Description of the task: Except for the pictures, write out all the records that follow exactly.
┄┄┄┄┄┄
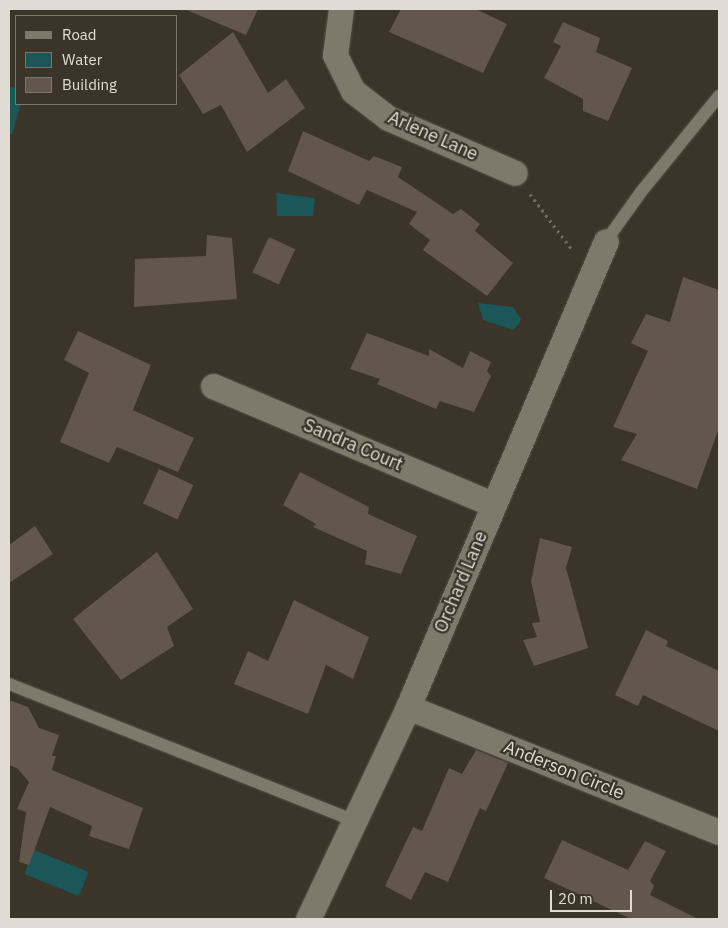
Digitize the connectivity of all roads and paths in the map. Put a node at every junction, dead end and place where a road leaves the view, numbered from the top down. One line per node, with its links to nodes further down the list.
1 (340, 9): 3 (street, Arlene Lane)
2 (719, 96): 4 (lane)
3 (515, 173): 5 (path)
4 (606, 241): 5 (street, Orchard Lane)
5 (591, 275): 7 (street, Orchard Lane)
6 (213, 386): 7 (street, Sandra Court)
7 (493, 504): 9 (street, Orchard Lane)
8 (9, 684): 10 (lane)
9 (408, 707): 10 (street, Orchard Lane); 11 (street, Anderson Circle)
10 (354, 820): 12 (street, Orchard Lane)
11 (719, 832)
12 (308, 919)

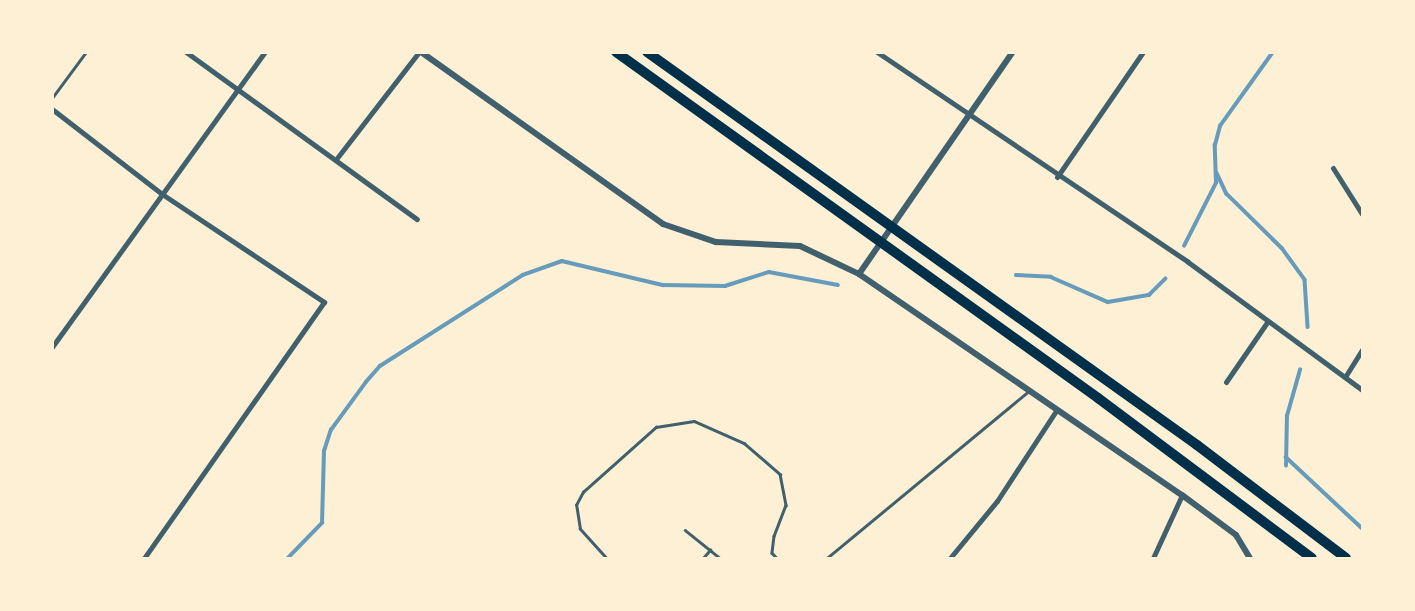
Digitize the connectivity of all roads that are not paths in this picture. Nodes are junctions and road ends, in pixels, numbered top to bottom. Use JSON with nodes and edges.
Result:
{"nodes":[{"id":1,"x":86,"y":52,"type":"edge"},
{"id":2,"x":186,"y":52,"type":"edge"},
{"id":3,"x":265,"y":52,"type":"edge"},
{"id":4,"x":420,"y":52,"type":"edge"},
{"id":5,"x":616,"y":52,"type":"edge"},
{"id":6,"x":648,"y":52,"type":"edge"},
{"id":7,"x":877,"y":52,"type":"edge"},
{"id":8,"x":1013,"y":52,"type":"edge"},
{"id":9,"x":1143,"y":52,"type":"edge"},
{"id":10,"x":239,"y":89,"type":"junction"},
{"id":11,"x":52,"y":98,"type":"edge"},
{"id":12,"x":52,"y":109,"type":"edge"},
{"id":13,"x":966,"y":116,"type":"junction"},
{"id":14,"x":337,"y":158,"type":"junction"},
{"id":15,"x":1333,"y":168,"type":"dead end"},
{"id":16,"x":1056,"y":177,"type":"junction"},
{"id":17,"x":162,"y":194,"type":"junction"},
{"id":18,"x":1363,"y":214,"type":"edge"},
{"id":19,"x":417,"y":219,"type":"dead end"},
{"id":20,"x":859,"y":274,"type":"junction"},
{"id":21,"x":1268,"y":321,"type":"junction"},
{"id":22,"x":52,"y":346,"type":"edge"},
{"id":23,"x":1363,"y":350,"type":"edge"},
{"id":24,"x":1345,"y":377,"type":"junction"},
{"id":25,"x":1226,"y":382,"type":"dead end"},
{"id":26,"x":1363,"y":390,"type":"edge"},
{"id":27,"x":1029,"y":391,"type":"junction"},
{"id":28,"x":1056,"y":411,"type":"junction"},
{"id":29,"x":1182,"y":495,"type":"junction"},
{"id":30,"x":685,"y":530,"type":"dead end"},
{"id":31,"x":710,"y":550,"type":"junction"},
{"id":32,"x":144,"y":558,"type":"edge"},
{"id":33,"x":606,"y":558,"type":"edge"},
{"id":34,"x":703,"y":558,"type":"edge"},
{"id":35,"x":720,"y":558,"type":"edge"},
{"id":36,"x":778,"y":558,"type":"edge"},
{"id":37,"x":827,"y":558,"type":"edge"},
{"id":38,"x":950,"y":558,"type":"edge"},
{"id":39,"x":1153,"y":558,"type":"edge"},
{"id":40,"x":1250,"y":558,"type":"edge"},
{"id":41,"x":1312,"y":558,"type":"edge"},
{"id":42,"x":1346,"y":558,"type":"edge"}],
"edges":[{"from":1,"to":11,"type":"lane"},
{"from":2,"to":10,"type":"street"},
{"from":3,"to":10,"type":"street"},
{"from":4,"to":14,"type":"street"},
{"from":4,"to":20,"type":"street"},
{"from":5,"to":41,"type":"highway"},
{"from":6,"to":42,"type":"highway"},
{"from":7,"to":13,"type":"street"},
{"from":8,"to":13,"type":"street"},
{"from":9,"to":16,"type":"street"},
{"from":10,"to":14,"type":"street"},
{"from":10,"to":17,"type":"street"},
{"from":12,"to":17,"type":"street"},
{"from":13,"to":16,"type":"street"},
{"from":13,"to":20,"type":"street"},
{"from":14,"to":19,"type":"street"},
{"from":15,"to":18,"type":"street"},
{"from":16,"to":21,"type":"street"},
{"from":17,"to":22,"type":"street"},
{"from":17,"to":32,"type":"street"},
{"from":20,"to":27,"type":"street"},
{"from":21,"to":24,"type":"street"},
{"from":21,"to":25,"type":"street"},
{"from":23,"to":24,"type":"street"},
{"from":24,"to":26,"type":"street"},
{"from":27,"to":28,"type":"street"},
{"from":27,"to":37,"type":"lane"},
{"from":28,"to":29,"type":"street"},
{"from":28,"to":38,"type":"street"},
{"from":29,"to":39,"type":"street"},
{"from":29,"to":40,"type":"street"},
{"from":30,"to":31,"type":"lane"},
{"from":31,"to":34,"type":"lane"},
{"from":31,"to":35,"type":"lane"},
{"from":33,"to":36,"type":"lane"}]}
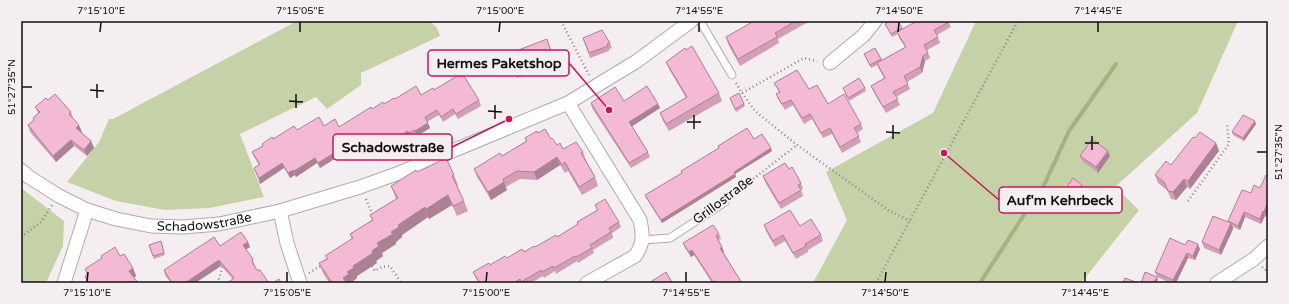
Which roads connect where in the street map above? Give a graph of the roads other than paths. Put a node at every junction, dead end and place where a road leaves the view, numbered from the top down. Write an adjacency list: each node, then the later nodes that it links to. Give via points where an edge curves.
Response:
1 (691, 21): 6 (street, Schadowstraße, via 652,50)
2 (700, 21): 5 (lane)
3 (876, 21): 4 (street, via 864,35)
4 (830, 63)
5 (732, 75)
6 (568, 103): 10 (street, Schadowstraße, via 399,173); 11 (street, via 640,220)
7 (21, 170): 9 (street, Schadowstraße, via 59,196)
8 (725, 202): 11 (lane, Grillostraße, via 670,238)
9 (87, 210): 10 (street, Schadowstraße, via 151,226 219,224); 14 (street)
10 (280, 211): 13 (street)
11 (643, 240): 15 (street, via 635,256)
12 (1268, 246): 16 (street, via 1254,259)
13 (299, 281)
14 (64, 283)
15 (587, 283)
16 (1217, 283)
┄┄┄┄┄┄
Written reply:
Digitize the connectivity of all roads and paths in the map. Put a node at every junction, dead end and place where a road leaves the view, numbered from the top down. One line per node, with its links to nodes further down the list.
1 (340, 9): 3 (street, Arlene Lane)
2 (719, 96): 4 (lane)
3 (515, 173): 5 (path)
4 (606, 241): 5 (street, Orchard Lane)
5 (591, 275): 7 (street, Orchard Lane)
6 (213, 386): 7 (street, Sandra Court)
7 (493, 504): 9 (street, Orchard Lane)
8 (9, 684): 10 (lane)
9 (408, 707): 10 (street, Orchard Lane); 11 (street, Anderson Circle)
10 (354, 820): 12 (street, Orchard Lane)
11 (719, 832)
12 (308, 919)

Digitize the connectivity of all roads that are not paths in this picture. Nodes are junctions and road ends, in pixels, numbered top to bottom. Use JSON with nodes and edges.
Result:
{"nodes":[{"id":1,"x":86,"y":52,"type":"edge"},
{"id":2,"x":186,"y":52,"type":"edge"},
{"id":3,"x":265,"y":52,"type":"edge"},
{"id":4,"x":420,"y":52,"type":"edge"},
{"id":5,"x":616,"y":52,"type":"edge"},
{"id":6,"x":648,"y":52,"type":"edge"},
{"id":7,"x":877,"y":52,"type":"edge"},
{"id":8,"x":1013,"y":52,"type":"edge"},
{"id":9,"x":1143,"y":52,"type":"edge"},
{"id":10,"x":239,"y":89,"type":"junction"},
{"id":11,"x":52,"y":98,"type":"edge"},
{"id":12,"x":52,"y":109,"type":"edge"},
{"id":13,"x":966,"y":116,"type":"junction"},
{"id":14,"x":337,"y":158,"type":"junction"},
{"id":15,"x":1333,"y":168,"type":"dead end"},
{"id":16,"x":1056,"y":177,"type":"junction"},
{"id":17,"x":162,"y":194,"type":"junction"},
{"id":18,"x":1363,"y":214,"type":"edge"},
{"id":19,"x":417,"y":219,"type":"dead end"},
{"id":20,"x":859,"y":274,"type":"junction"},
{"id":21,"x":1268,"y":321,"type":"junction"},
{"id":22,"x":52,"y":346,"type":"edge"},
{"id":23,"x":1363,"y":350,"type":"edge"},
{"id":24,"x":1345,"y":377,"type":"junction"},
{"id":25,"x":1226,"y":382,"type":"dead end"},
{"id":26,"x":1363,"y":390,"type":"edge"},
{"id":27,"x":1029,"y":391,"type":"junction"},
{"id":28,"x":1056,"y":411,"type":"junction"},
{"id":29,"x":1182,"y":495,"type":"junction"},
{"id":30,"x":685,"y":530,"type":"dead end"},
{"id":31,"x":710,"y":550,"type":"junction"},
{"id":32,"x":144,"y":558,"type":"edge"},
{"id":33,"x":606,"y":558,"type":"edge"},
{"id":34,"x":703,"y":558,"type":"edge"},
{"id":35,"x":720,"y":558,"type":"edge"},
{"id":36,"x":778,"y":558,"type":"edge"},
{"id":37,"x":827,"y":558,"type":"edge"},
{"id":38,"x":950,"y":558,"type":"edge"},
{"id":39,"x":1153,"y":558,"type":"edge"},
{"id":40,"x":1250,"y":558,"type":"edge"},
{"id":41,"x":1312,"y":558,"type":"edge"},
{"id":42,"x":1346,"y":558,"type":"edge"}],
"edges":[{"from":1,"to":11,"type":"lane"},
{"from":2,"to":10,"type":"street"},
{"from":3,"to":10,"type":"street"},
{"from":4,"to":14,"type":"street"},
{"from":4,"to":20,"type":"street"},
{"from":5,"to":41,"type":"highway"},
{"from":6,"to":42,"type":"highway"},
{"from":7,"to":13,"type":"street"},
{"from":8,"to":13,"type":"street"},
{"from":9,"to":16,"type":"street"},
{"from":10,"to":14,"type":"street"},
{"from":10,"to":17,"type":"street"},
{"from":12,"to":17,"type":"street"},
{"from":13,"to":16,"type":"street"},
{"from":13,"to":20,"type":"street"},
{"from":14,"to":19,"type":"street"},
{"from":15,"to":18,"type":"street"},
{"from":16,"to":21,"type":"street"},
{"from":17,"to":22,"type":"street"},
{"from":17,"to":32,"type":"street"},
{"from":20,"to":27,"type":"street"},
{"from":21,"to":24,"type":"street"},
{"from":21,"to":25,"type":"street"},
{"from":23,"to":24,"type":"street"},
{"from":24,"to":26,"type":"street"},
{"from":27,"to":28,"type":"street"},
{"from":27,"to":37,"type":"lane"},
{"from":28,"to":29,"type":"street"},
{"from":28,"to":38,"type":"street"},
{"from":29,"to":39,"type":"street"},
{"from":29,"to":40,"type":"street"},
{"from":30,"to":31,"type":"lane"},
{"from":31,"to":34,"type":"lane"},
{"from":31,"to":35,"type":"lane"},
{"from":33,"to":36,"type":"lane"}]}
Which roads connect where in the street map above? Give a graph of the roads other than paths. Put a node at every junction, dead end and place where a road leaves the view, numbered from the top down. Write an adjacency list: each node, then the later nodes that it links to. Give via points where an edge curves.
Response:
1 (691, 21): 6 (street, Schadowstraße, via 652,50)
2 (700, 21): 5 (lane)
3 (876, 21): 4 (street, via 864,35)
4 (830, 63)
5 (732, 75)
6 (568, 103): 10 (street, Schadowstraße, via 399,173); 11 (street, via 640,220)
7 (21, 170): 9 (street, Schadowstraße, via 59,196)
8 (725, 202): 11 (lane, Grillostraße, via 670,238)
9 (87, 210): 10 (street, Schadowstraße, via 151,226 219,224); 14 (street)
10 (280, 211): 13 (street)
11 (643, 240): 15 (street, via 635,256)
12 (1268, 246): 16 (street, via 1254,259)
13 (299, 281)
14 (64, 283)
15 (587, 283)
16 (1217, 283)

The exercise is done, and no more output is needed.